Lion’s Break Collision
The Lion’s Gate Project is NJPW’s “developmental” branch, aimed at providing a showcase for Dojo trainees and “outsider” wrestlers, as well as people returning from injuries. The Lion’s Break Project was announced as the NJoA version of this project, with a debut four-week series – recorded in June at what would become the home of NJPW Strong. the Oceanville Pavilion in California – airing weekly throughout July 2020 on NJPW World and Fite TV.
This gave an example of what to expect from NJoA in 2020, showcasing a mixture of “traditional” NJPW Puroresu with “American” pro-wrestling. Two of the Young Lions, Alex Coughlin, and Clark Connors, impressed in a ten-minute time-limit draw. Karl Fredericks graduated from Young Lion’s status after a heavy-hitting tag team match with TJP against Jeff Cobb and Rocky Romero. We also saw debuts for Rust Taylor, Danny Limelight, The DKC, and “Filthy” Tom Lawlor. The main standout matches are the tag match mentioned above, Tom Lawlor vs Rocky Romero, and Karl Fredericks vs Jeff Cobb.

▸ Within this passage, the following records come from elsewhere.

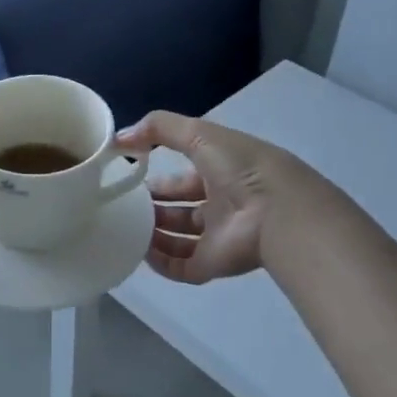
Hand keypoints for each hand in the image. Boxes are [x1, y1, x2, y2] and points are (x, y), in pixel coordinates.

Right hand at [115, 111, 312, 283]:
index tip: (130, 181)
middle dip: (153, 209)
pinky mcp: (212, 264)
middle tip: (122, 208)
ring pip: (178, 240)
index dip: (159, 181)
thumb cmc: (241, 168)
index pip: (184, 180)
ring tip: (125, 229)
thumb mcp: (200, 134)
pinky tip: (140, 253)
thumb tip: (119, 137)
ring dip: (152, 236)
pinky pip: (181, 267)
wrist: (277, 211)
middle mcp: (219, 205)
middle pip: (179, 211)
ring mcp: (217, 238)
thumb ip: (159, 129)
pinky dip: (160, 263)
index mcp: (220, 174)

A month after Lion’s Break Collision, on August 7, 2020, NJPW Strong, the new flagship television show of NJoA, debuted. The Lion’s Break Collision series had Chris Charlton and Gino Gambino joining Kevin Kelly on commentary. But for Strong, Alex Koslov replaced these two alongside Kelly. This not only helped set Strong’s identity apart from the English language commentary on other NJPW shows, but it also helped provide a more familiar setup for American audiences who are more used to having the same people calling the action regularly.
Despite only being five months old, Strong has already played host to several specials, including the New Japan Cup USA, Lion’s Break Crown, and the 2020 Super J Cup.